How I told my daughter:

When she was almost 8 (Capricorn) she still believed but we were going to spend Christmas 100s of miles away with my brother’s family. He was one of those “never lie to your kids” guys so I thought I should clue in my daughter before her 6½ yo cousin did. So I did the whole difference between imagination and reality andspirit of Christmas thing’

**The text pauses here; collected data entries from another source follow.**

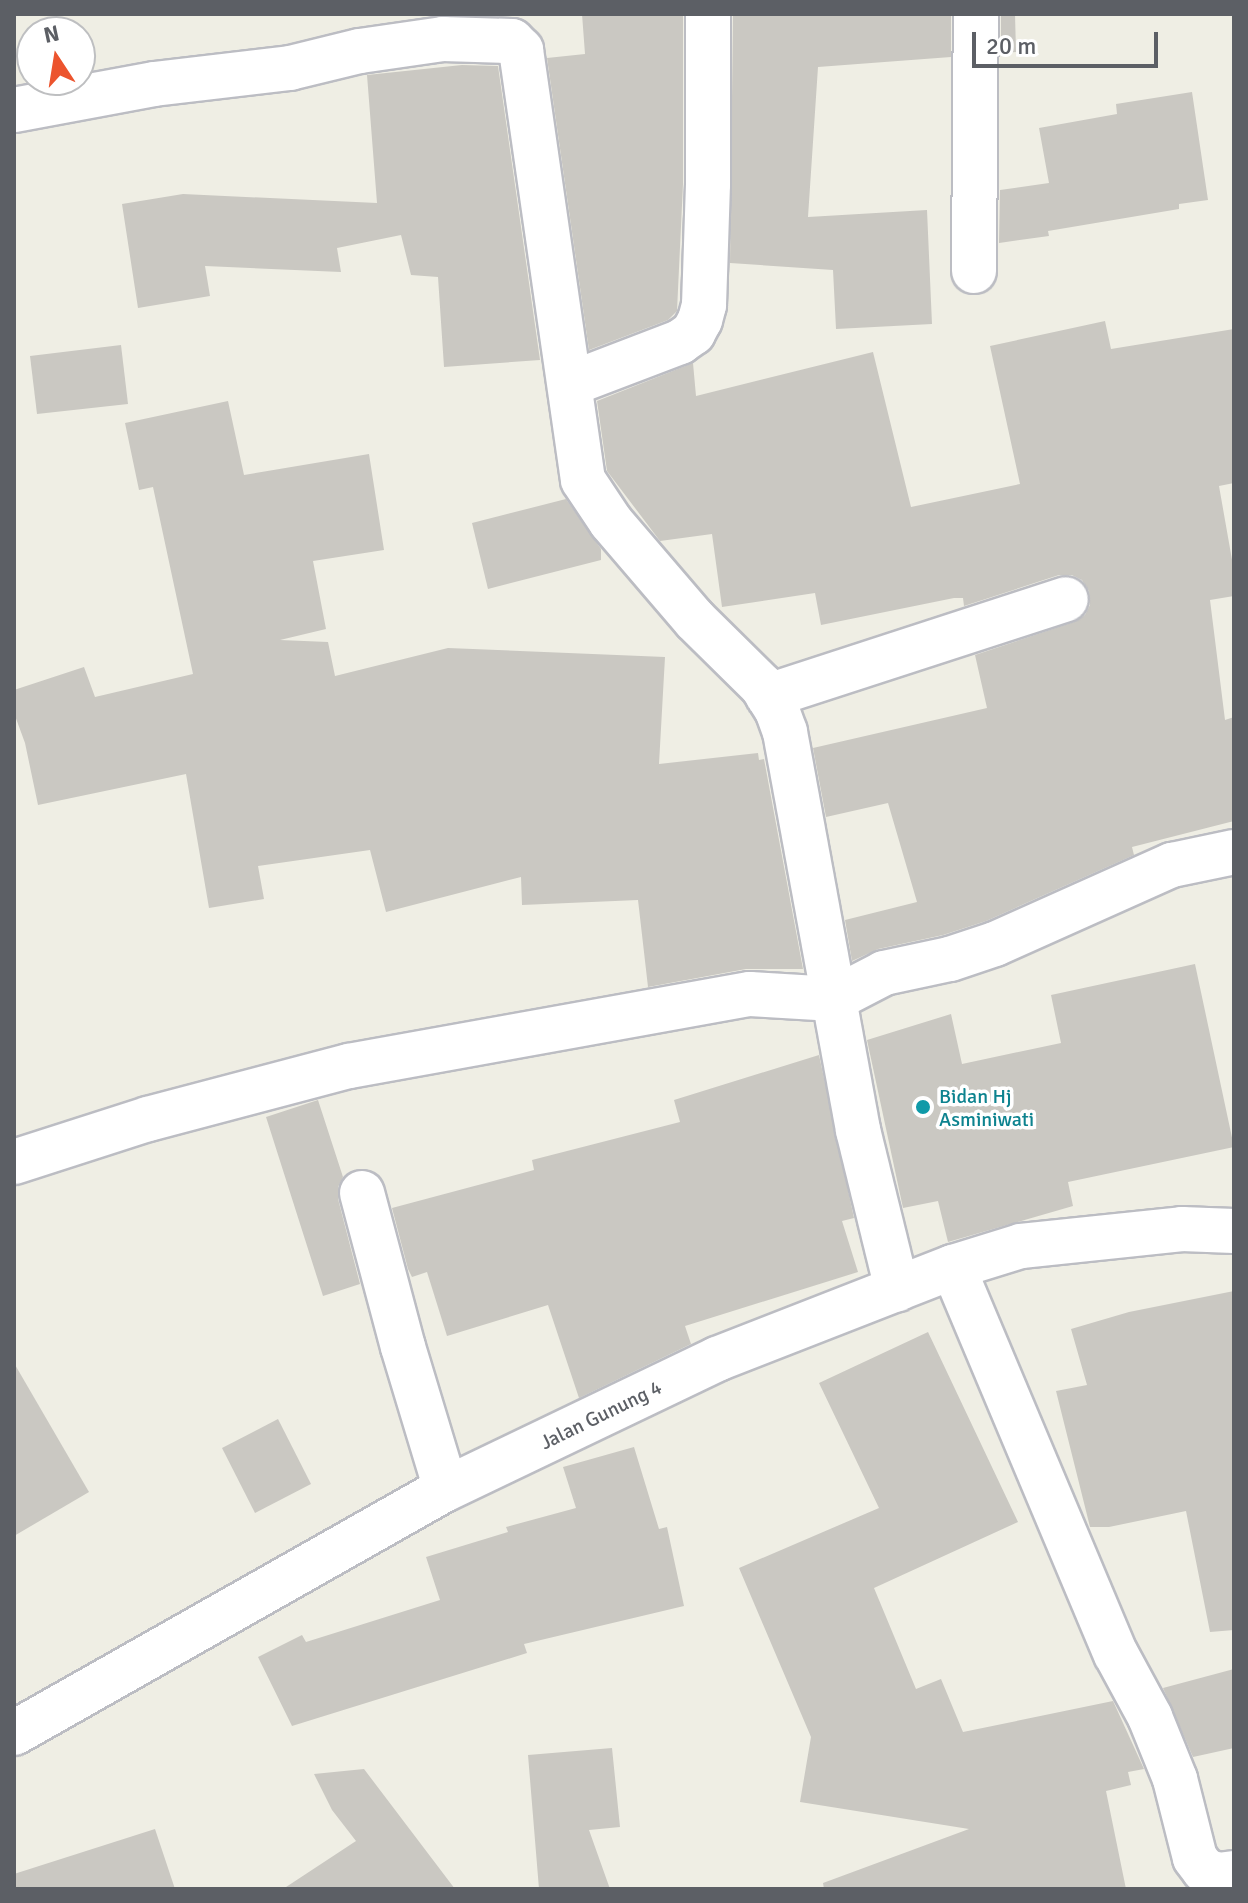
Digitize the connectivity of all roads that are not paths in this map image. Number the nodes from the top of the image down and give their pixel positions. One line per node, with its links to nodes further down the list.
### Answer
1 (708, 14): 6 (street)
2 (976, 14): 5 (street)
3 (442, 27): 4 (street); 6 (street)
4 (14, 110)
5 (974, 271)
6 (570, 384): 8 (street)
7 (1066, 599): 8 (street)
8 (768, 696): 10 (street)
9 (1234, 852): 10 (street)
10 (834, 999): 11 (street); 15 (street)
11 (14, 1162)
12 (362, 1193): 16 (street)
13 (1234, 1231): 14 (street, Jalan Gunung 4)
14 (953, 1267): 15 (street, Jalan Gunung 4); 18 (street)
15 (897, 1289): 16 (street, Jalan Gunung 4)
16 (446, 1489): 17 (street, Jalan Gunung 4)
17 (14, 1733)
18 (1234, 1873)

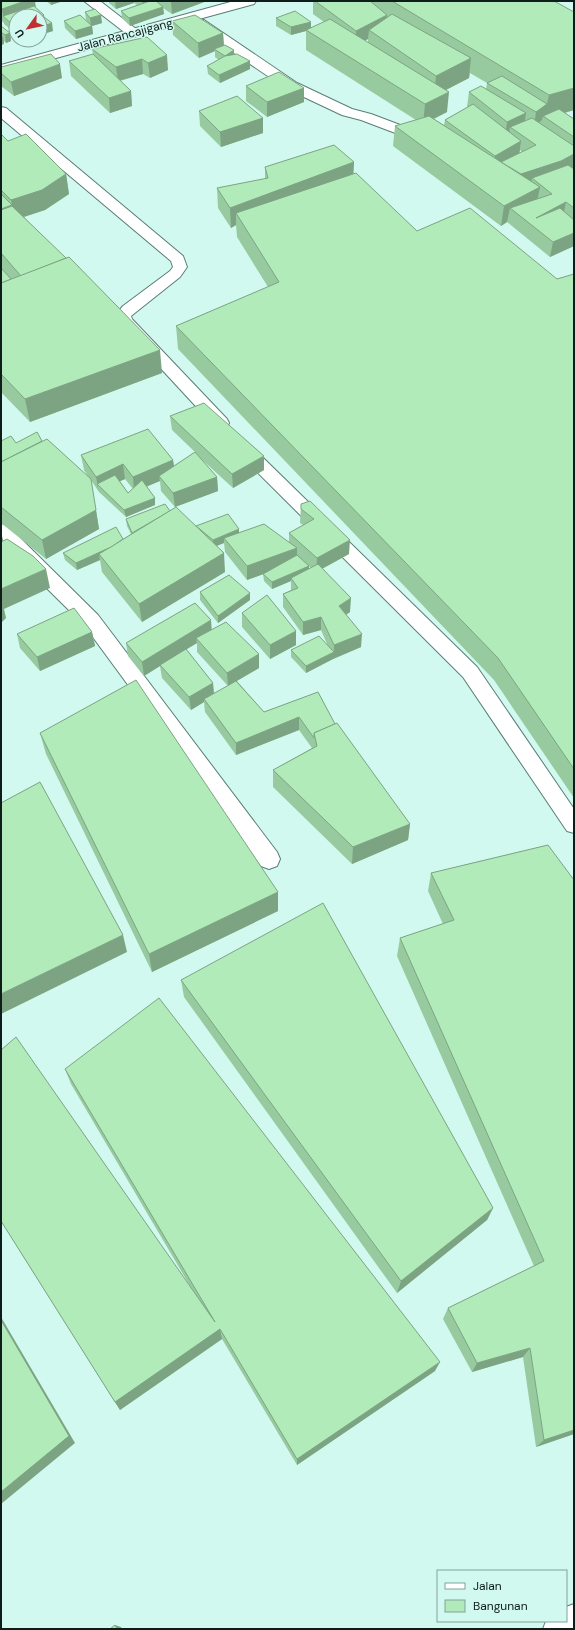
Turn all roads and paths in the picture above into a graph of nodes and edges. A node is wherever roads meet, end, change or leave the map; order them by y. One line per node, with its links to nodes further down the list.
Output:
1 (91, 1): 4 (street)
2 (249, 1): 3 (street, Jalan Rancajigang)
3 (190, 17): 4 (street, Jalan Rancajigang); 7 (street)
4 (133, 32): 5 (street, Jalan Rancajigang)
5 (1, 69)
6 (1, 111): 9 (lane)
7 (403, 131)
8 (1, 531): 10 (street)
9 (574, 825)
10 (268, 859)
11 (574, 1619): 12 (street)
12 (558, 1629)

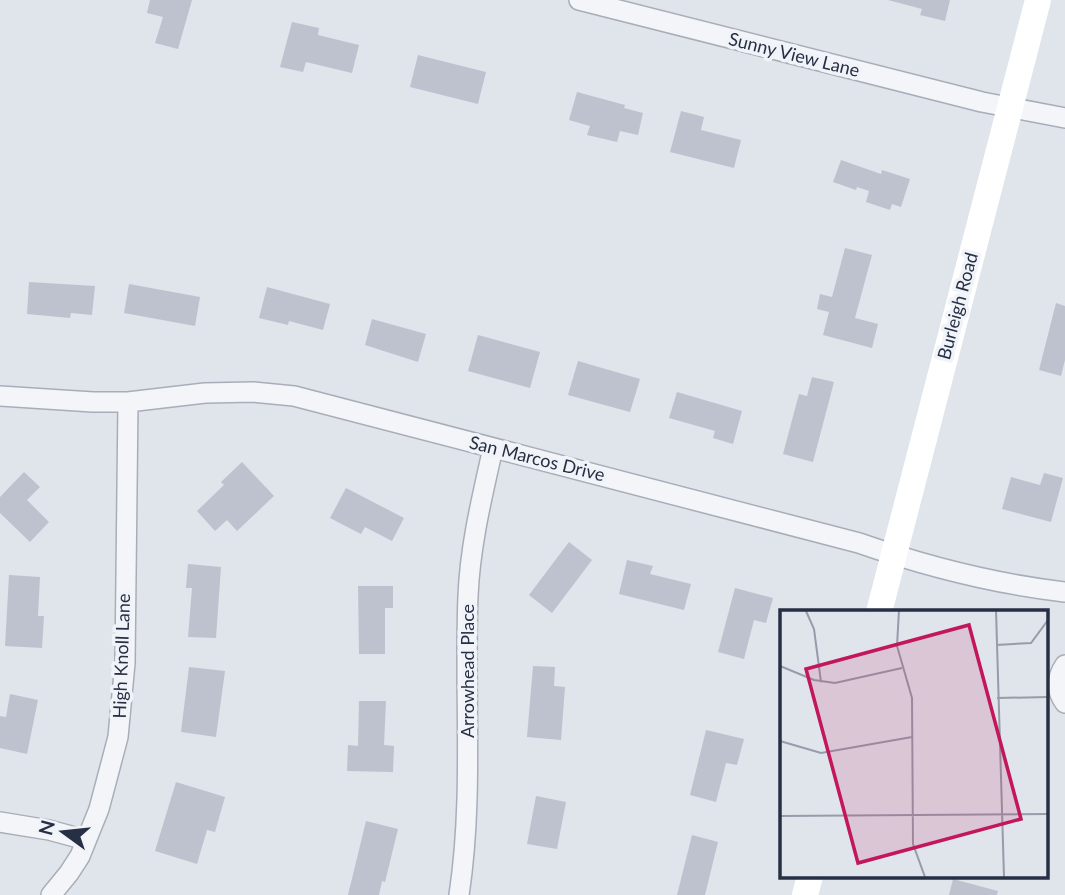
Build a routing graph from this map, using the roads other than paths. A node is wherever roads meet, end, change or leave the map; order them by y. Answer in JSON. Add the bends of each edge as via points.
{"nodes":[{"id":1,"x":579,"y":0,"type":"edge"},
{"id":2,"x":1038,"y":0,"type":"edge"},
{"id":3,"x":1010,"y":106,"type":"junction"},
{"id":4,"x":1065,"y":118,"type":"edge"},
{"id":5,"x":0,"y":396,"type":"edge"},
{"id":6,"x":128,"y":402,"type":"junction"},
{"id":7,"x":493,"y":448,"type":"junction"},
{"id":8,"x":893,"y":555,"type":"junction"},
{"id":9,"x":1065,"y":592,"type":"edge"},
{"id":10,"x":879,"y":610,"type":"edge"},
{"id":11,"x":1065,"y":665,"type":"edge"},
{"id":12,"x":1065,"y":703,"type":"edge"},
{"id":13,"x":0,"y":822,"type":"edge"},
{"id":14,"x":86,"y":840,"type":"junction"},
{"id":15,"x":809,"y":878,"type":"edge"},
{"id":16,"x":51,"y":895,"type":"edge"},
{"id":17,"x":459,"y":895,"type":"edge"},
{"id":18,"x":805,"y":895,"type":"edge"}],
"edges":[{"from":1,"to":3,"type":"street","name":"Sunny View Lane"},
{"from":2,"to":3,"type":"street","name":"Burleigh Road"},
{"from":3,"to":4,"type":"street","name":"Sunny View Lane"},
{"from":3,"to":8,"type":"street","name":"Burleigh Road"},
{"from":5,"to":6,"type":"street","name":"San Marcos Drive"},
{"from":6,"to":7,"type":"street","name":"San Marcos Drive","via":[[205,393],[294,396]]},
{"from":6,"to":14,"type":"street","name":"High Knoll Lane","via":[[125,663],[111,770]]},
{"from":7,"to":8,"type":"street","name":"San Marcos Drive"},
{"from":7,"to":17,"type":"street","name":"Arrowhead Place","via":[[479,506],[468,594],[467,818]]},
{"from":8,"to":9,"type":"street","name":"San Marcos Drive"},
{"from":8,"to":10,"type":"street","name":"Burleigh Road"},
{"from":11,"to":12,"type":"street","via":[[1058,677]]},
{"from":13,"to":14,"type":"street"},
{"from":14,"to":16,"type":"street","name":"High Knoll Lane"},
{"from":15,"to":18,"type":"street"}]}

The first night, Christmas Eve, everyone went to sleep except bro and I. We are less than a year apart and had always been very close. We stayed up til almost 2 talking. Within half an hour the 2 little girls were up and standing in the front yard, calling for us to come and see Santa. My niece and daughter had a “Is he or isn’t he” discussion and my niece convinced my daughter I had lied. Then they got up to wait for him to arrive and then they saw him fly across the sky. I don’t know if my daughter trusted me unconditionally again.

Val123's avatar

@galileogirl Hm! AND your brother’s child felt that her dad had lied to HER! That’s a bit convoluted! Wait..the more I think about it, the more confused and convoluted it gets. Your niece, who you said would not believe in Santa Claus because that’s the way your brother raised her, convinced your daughter that you had lied to her about there NOT being a Santa Clause? So..how did your niece come to the conclusion that there WAS a Santa when she’d been raised to know there wasn’t?

Val123's avatar

I’m still trying to figure out how to phrase this:
Your daughter believes in Santa.
Your niece does not.
Before you go to visit your niece and her family, you tell your daughter that, actually, there IS no Santa.
Get to the family’s house.
Your niece, who does NOT believe in Santa, convinces your daughter who USED to believe in Santa that you had lied to her when you told her there WAS no Santa.
Your niece re-convinces your daughter that there IS a Santa although the niece was not raised to believe in Santa….
How does that happen?

galileogirl's avatar

No my niece DID believe in Santa. My bro who was always going to be straight with his daughter couldn’t look into that sweet little face and crush her imagination (a wimp, just like the rest of us). That leads to all of us staring up at a starry NM sky hours before sunrise.

Val123's avatar

@galileogirl Ok! I was seriously confused! I understand now~

anguilla's avatar

The concept that they were lying never occurred to me until I read your question. I looked at it as giving me a nice fantasy for a while.

Val123's avatar

@anguilla Oh, I agree with you whole heartedly. I never considered it “lying” either, but, man. The arguments the people give against allowing the kids to believe in Santa ALL revolve around, “You’re lying to your child! They will never trust you again!” I’m just proving that that is not true.
The couple of people on here who say that yes, it affected their trust in their parents, have never answered my question of what their relationship with their parents were like overall…..

anguilla's avatar

I think it’s OK to help a child exercise his/her/its imagination.

StupidGirl's avatar

That’s not his/her imagination. For all I know it’s Coca Cola’s.

mrentropy's avatar

The Coke ad only changed the way Santa looked, not his function.

mattbrowne's avatar

My parents talked about the

http://en.wikipedia.org/wiki/Christkind

Das Christkind is the traditional Christmas gift-bringer in regions of Austria, the Czech Republic, Slovenia, Germany, Italy, Liechtenstein, Switzerland, Slovakia, Hungary, parts of Hispanic America, in certain areas of southern Brazil and in the Acadiana region of Louisiana.

The Christkind is a sprite-like child, usually depicted with blond hair and angelic wings. Martin Luther intended it to be a reference to the incarnation of Jesus as an infant.

No, I didn’t feel like my parents had “lied” to you. The Christkind symbolizes the birthday of Jesus.